On a very good day I can do it, sort of. Generally, it seems easier to play such hihat foot parts heel up. JR of course plays the bass drum part heel down!
 

Ron_M

Senior Member
No mention yet of Jeff Porcaro or Larrie London. A couple of heavyweights in their own right.
 

mikyok

Platinum Member
For sheer workload in a short period of time Hal Blaine. Regardless of ability that guy worked his arse off as did Earl Palmer and Jim Gordon.

I can't imagine recording all day in LA then flying to Vegas to perform live, fly home, rinse and repeat. If you're not preforming you're doing another session.

The L.A. hit making machine in the 60s was a frightening beast. The amount of money being made doesn't bare thinking about.

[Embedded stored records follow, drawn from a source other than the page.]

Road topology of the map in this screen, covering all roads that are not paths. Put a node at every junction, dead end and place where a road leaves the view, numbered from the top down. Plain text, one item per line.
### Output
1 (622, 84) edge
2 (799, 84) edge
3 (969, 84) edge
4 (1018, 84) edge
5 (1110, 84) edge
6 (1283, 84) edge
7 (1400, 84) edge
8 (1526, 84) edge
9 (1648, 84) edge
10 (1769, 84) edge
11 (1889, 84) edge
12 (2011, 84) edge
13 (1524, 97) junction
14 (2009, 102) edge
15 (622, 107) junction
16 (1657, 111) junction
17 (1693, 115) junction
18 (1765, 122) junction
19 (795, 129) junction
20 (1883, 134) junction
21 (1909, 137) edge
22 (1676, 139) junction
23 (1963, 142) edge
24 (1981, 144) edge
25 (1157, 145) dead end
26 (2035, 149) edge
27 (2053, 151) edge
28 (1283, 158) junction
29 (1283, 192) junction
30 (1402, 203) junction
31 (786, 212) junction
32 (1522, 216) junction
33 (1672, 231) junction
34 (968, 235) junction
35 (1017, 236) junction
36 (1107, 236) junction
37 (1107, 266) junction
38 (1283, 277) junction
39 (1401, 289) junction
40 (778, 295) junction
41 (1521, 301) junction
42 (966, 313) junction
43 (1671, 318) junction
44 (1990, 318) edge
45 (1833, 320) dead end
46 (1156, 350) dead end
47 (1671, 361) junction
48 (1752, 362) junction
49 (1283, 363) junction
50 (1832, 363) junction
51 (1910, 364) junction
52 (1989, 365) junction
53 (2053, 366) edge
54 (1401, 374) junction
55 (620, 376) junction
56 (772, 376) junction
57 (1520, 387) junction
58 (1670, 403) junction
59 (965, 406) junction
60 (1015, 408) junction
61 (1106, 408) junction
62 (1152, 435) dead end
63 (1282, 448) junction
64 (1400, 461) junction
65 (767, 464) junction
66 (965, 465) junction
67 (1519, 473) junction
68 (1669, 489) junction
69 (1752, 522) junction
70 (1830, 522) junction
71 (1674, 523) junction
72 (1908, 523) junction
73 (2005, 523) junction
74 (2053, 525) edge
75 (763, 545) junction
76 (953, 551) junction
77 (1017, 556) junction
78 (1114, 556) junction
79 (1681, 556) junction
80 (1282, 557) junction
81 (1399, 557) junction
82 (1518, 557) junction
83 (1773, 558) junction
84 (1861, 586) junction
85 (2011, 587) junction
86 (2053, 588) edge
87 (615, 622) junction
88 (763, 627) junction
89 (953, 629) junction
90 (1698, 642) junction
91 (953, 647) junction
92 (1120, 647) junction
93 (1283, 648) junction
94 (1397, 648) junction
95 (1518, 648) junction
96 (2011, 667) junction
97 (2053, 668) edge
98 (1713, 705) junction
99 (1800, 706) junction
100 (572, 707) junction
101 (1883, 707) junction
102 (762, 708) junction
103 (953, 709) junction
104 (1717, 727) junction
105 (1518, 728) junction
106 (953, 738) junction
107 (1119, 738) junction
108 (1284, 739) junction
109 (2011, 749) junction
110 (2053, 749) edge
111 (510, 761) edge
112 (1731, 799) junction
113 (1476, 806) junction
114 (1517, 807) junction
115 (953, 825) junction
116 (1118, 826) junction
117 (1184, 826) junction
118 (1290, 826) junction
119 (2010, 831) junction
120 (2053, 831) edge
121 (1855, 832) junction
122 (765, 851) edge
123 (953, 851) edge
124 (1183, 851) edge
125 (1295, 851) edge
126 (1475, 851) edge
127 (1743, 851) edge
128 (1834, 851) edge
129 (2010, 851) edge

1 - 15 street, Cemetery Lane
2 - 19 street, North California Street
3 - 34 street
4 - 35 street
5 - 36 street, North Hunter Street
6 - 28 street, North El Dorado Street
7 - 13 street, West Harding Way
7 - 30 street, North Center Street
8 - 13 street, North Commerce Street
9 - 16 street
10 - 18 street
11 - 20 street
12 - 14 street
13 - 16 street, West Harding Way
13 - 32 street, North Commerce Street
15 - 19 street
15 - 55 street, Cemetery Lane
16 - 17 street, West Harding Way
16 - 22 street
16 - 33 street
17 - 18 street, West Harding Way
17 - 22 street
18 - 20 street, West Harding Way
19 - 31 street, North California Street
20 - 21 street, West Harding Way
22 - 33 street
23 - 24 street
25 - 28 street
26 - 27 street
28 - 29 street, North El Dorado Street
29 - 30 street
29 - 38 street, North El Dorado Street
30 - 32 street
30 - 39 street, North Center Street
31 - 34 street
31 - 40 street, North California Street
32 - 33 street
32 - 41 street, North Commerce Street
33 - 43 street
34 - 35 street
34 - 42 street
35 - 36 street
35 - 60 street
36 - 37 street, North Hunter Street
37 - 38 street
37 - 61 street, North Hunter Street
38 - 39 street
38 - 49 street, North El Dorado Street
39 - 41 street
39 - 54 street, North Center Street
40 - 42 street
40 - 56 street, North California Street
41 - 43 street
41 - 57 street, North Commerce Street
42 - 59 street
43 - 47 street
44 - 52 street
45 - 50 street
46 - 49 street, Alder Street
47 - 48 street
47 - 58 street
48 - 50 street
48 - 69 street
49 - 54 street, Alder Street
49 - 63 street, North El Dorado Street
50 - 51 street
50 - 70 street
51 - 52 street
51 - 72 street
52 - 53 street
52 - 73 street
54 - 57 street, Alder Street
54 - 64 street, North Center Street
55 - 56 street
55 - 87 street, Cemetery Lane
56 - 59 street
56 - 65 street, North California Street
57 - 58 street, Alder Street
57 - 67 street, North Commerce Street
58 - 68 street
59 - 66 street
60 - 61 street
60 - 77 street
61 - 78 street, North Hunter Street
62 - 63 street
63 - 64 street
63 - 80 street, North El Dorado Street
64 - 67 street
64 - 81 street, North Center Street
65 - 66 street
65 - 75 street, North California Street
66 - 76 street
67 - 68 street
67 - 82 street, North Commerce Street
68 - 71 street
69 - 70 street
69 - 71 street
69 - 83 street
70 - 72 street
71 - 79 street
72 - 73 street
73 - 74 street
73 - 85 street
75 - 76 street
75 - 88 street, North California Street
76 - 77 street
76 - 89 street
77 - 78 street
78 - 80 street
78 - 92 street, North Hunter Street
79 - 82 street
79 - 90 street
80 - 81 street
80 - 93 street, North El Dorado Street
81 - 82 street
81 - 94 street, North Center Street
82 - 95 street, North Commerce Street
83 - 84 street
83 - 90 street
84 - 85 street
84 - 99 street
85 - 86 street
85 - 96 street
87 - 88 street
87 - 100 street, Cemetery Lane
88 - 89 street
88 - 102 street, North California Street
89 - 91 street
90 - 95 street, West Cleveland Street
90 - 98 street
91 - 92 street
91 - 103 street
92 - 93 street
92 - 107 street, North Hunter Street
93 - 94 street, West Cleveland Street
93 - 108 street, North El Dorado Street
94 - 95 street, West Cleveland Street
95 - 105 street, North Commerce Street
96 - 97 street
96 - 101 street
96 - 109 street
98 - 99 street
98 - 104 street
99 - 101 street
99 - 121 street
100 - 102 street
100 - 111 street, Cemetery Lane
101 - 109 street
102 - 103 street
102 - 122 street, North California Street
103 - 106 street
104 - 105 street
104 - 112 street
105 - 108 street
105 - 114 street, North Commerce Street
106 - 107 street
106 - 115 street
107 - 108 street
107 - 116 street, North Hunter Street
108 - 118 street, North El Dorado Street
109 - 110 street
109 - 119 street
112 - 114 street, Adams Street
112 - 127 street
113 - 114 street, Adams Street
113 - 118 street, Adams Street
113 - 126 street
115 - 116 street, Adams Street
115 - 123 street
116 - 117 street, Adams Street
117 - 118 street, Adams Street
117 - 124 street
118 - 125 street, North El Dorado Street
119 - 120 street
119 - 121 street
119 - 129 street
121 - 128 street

Purdie has got to be up there as well.

As much as JR and Jeff ruled the roost in the late 70s/80s, the music industry had changed so much from the 60s.
 

Brian

Gold Member
Jim Gordon

But between Hal Blaine and JR Robinson, I like JR's drumming more but I think Hal Blaine played on better music.
 
I think my favorite track with JR is Back in the High Life, Steve Winwood. He kills on that whole record. Hal Blaine is in a class all by himself though.